Wednesday, September 23, 2009
TIME - September 24, 2009
One of the discouraging things about time is the circumstances in which we are supposed to have plenty in which a solution to a problem may be dealt with and those in which urgent need demands immediate attention. The model for the second is the incipient avalanche where once it starts, it cannot be stopped until it fulfills its destiny, and the destiny might be terrible. The model for the other is the time for a tree to grow and provide needed shade, and little can be done to advance it. We were told that the threat to the big banks was of the first kind, and that a collapse of the 1930s variety was the only alternative to giving the bankers and their ilk everything they claimed, and right away.

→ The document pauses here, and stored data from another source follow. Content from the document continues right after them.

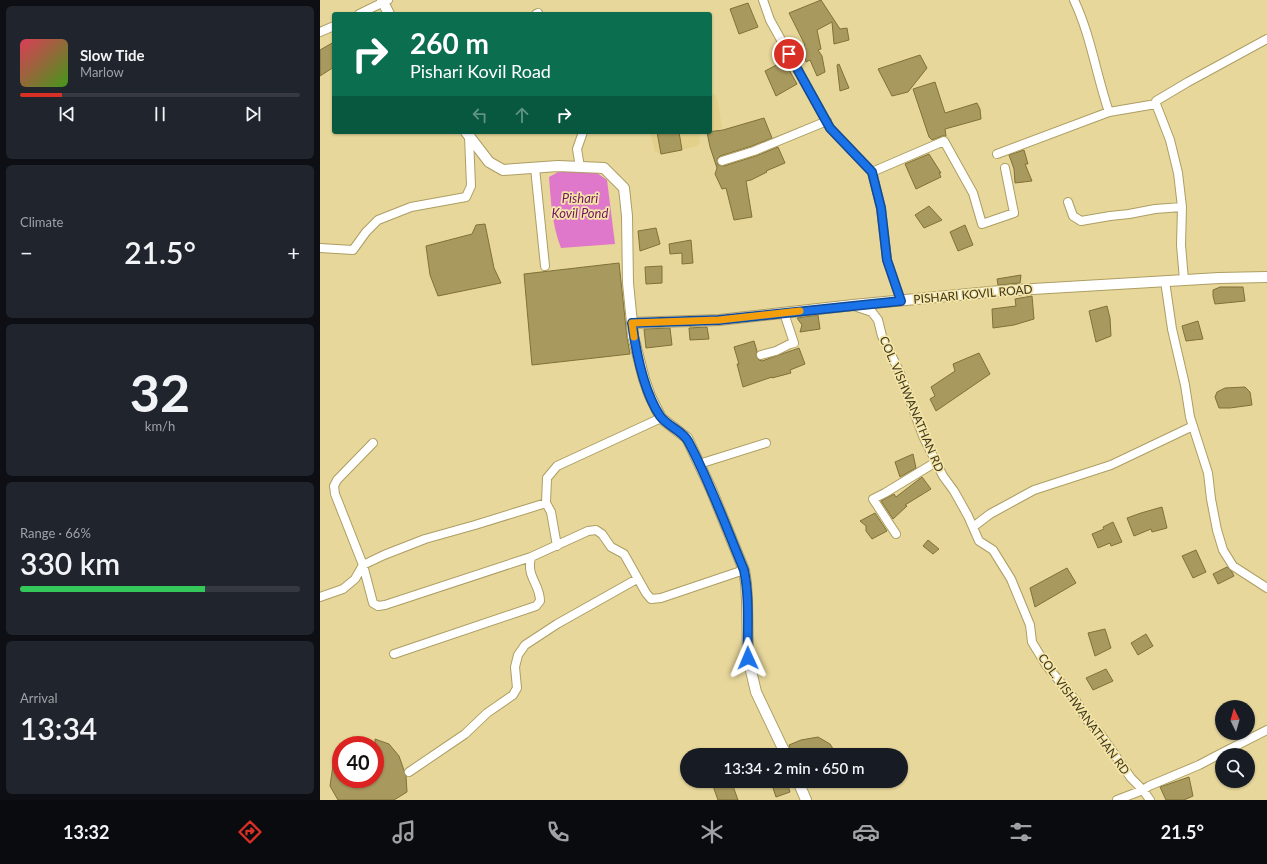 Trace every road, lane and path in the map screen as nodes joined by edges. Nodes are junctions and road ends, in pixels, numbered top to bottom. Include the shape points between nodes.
1 (763, 0) edge
2 (1074, 0) edge
3 (384, 1) edge
4 (363, 12) edge
5 (388, 12) edge
6 (332, 27) edge
7 (320, 32) edge
8 (1267, 39) edge
9 (1156, 104) junction
10 (1109, 112) junction
11 (827, 122) junction
12 (468, 134) edge
13 (582, 134) edge
14 (997, 154) dead end
15 (722, 161) dead end
16 (580, 167) junction
17 (536, 168) junction
18 (1005, 168) dead end
19 (872, 172) junction
20 (1068, 202) dead end
21 (1182, 207) junction
22 (320, 248) edge
23 (545, 266) dead end
24 (1267, 277) edge
25 (1184, 280) junction
26 (1165, 282) junction
27 (901, 301) junction
28 (853, 306) junction
29 (784, 313) junction
30 (632, 323) junction
31 (761, 355) dead end
32 (661, 418) junction
33 (1193, 426) junction
34 (373, 443) dead end
35 (766, 443) dead end
36 (936, 462) junction
37 (699, 464) junction
38 (546, 503) junction
39 (973, 527) junction
40 (896, 534) dead end
41 (557, 546) junction
42 (531, 557) junction
43 (364, 565) junction
44 (744, 570) junction
45 (638, 579) junction
46 (1267, 588) edge
47 (320, 597) edge
48 (394, 654) dead end
49 (1267, 730) edge
50 (783, 748) edge
51 (409, 772) dead end
52 (801, 788) edge
53 (1143, 790) junction
54 (806, 800) edge
55 (1117, 800) edge
56 (1150, 800) edge

1 - 11 street via 770,20
2 - 10 street via 1089,39
3 - 4 street
3 - 5 street
6 - 7 street
8 - 9 street via 1158,98
9 - 10 street
9 - 21 street via 1170,140 1178,173
10 - 14 street
11 - 15 street
11 - 19 street
12 - 17 street via 489,162 503,170
12 - 22 street via 471,186 466,197 411,207 378,220 353,250
13 - 16 street via 578,149
16 - 17 street
16 - 30 street via 604,168 624,188
17 - 23 street
18 - 19 street via 1014,213 982,224 973,193 944,141
19 - 27 street via 881,208 887,260
20 - 21 street via 1073,216 1081,222
21 - 25 street via 1181,245
24 - 25 street, PISHARI KOVIL ROAD
25 - 26 street, PISHARI KOVIL ROAD
26 - 27 street, PISHARI KOVIL ROAD via 1000,291
26 - 33 street via 1172,330
27 - 28 street, PISHARI KOVIL ROAD
28 - 29 street, PISHARI KOVIL ROAD
28 - 36 street, COL. VISHWANATHAN RD via 872,312 878,320 917,423
29 - 30 street, PISHARI KOVIL ROAD via 719,320
29 - 31 street via 794,343
30 - 32 street via 644,379
32 - 37 street via 686,438
32 - 38 street via 557,466 547,478
33 - 39 street via 1111,465 1034,490 990,514
33 - 46 street via 1208,473 1217,530 1223,550 1233,566
34 - 43 street via 334,486
35 - 37 street
36 - 39 street, COL. VISHWANATHAN RD
36 - 40 street via 872,499
37 - 44 street
38 - 41 street via 552,512
38 - 43 street via 425,539
39 - 53 street, COL. VISHWANATHAN RD via 980,541 993,550 1011,579 1030,625 1032,642 1046,665 1076,701 1130,778
41 - 42 street
41 - 45 street via 588,531 596,530 611,547 624,554
42 - 43 street via 378,606 373,603
42 - 48 street via 529,572 540,596 536,606
43 - 47 street via 355,579 343,589
44 - 45 street via 662,598 651,599
44 - 50 street via 748,658 756,692
45 - 51 street via 525,645 514,667 517,688 513,694 487,713 465,734
49 - 53 street via 1200,765
52 - 54 street
53 - 55 street
53 - 56 street, COL. VISHWANATHAN RD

In the other, the action of the Administration on unemployment, and especially of their opposition, was condemned to let it ripen in the fullness of time, no matter how many decades that would take, rather like the 100 Years’ War. By contrast, I tried to impress upon the new Senator Russell Feingold the terrible corrosive effect of joblessness, and the urgency of stringent measures to bring it under control, even if at the cost of increased debt. I tried to paint the picture of the ways in which it could destroy a family’s life and even lead to illness, divorce, homelessness, mental breakdown, or even death. I failed to move him from the position that the most urgent matter facing the US Government then was the size of the budget deficit. And all this to a politician I had always supported, and do today. But to those facing the avalanche-like collapse of their link on what they took to be the earned status of an American who had faced all the things required, there were not months and years in which to correct the destruction of their economic well-being. And today the involuntarily jobless have again the greatest need facing an inert government, and maybe losing everything they had worked for, there is no time in which to let the problem solve itself.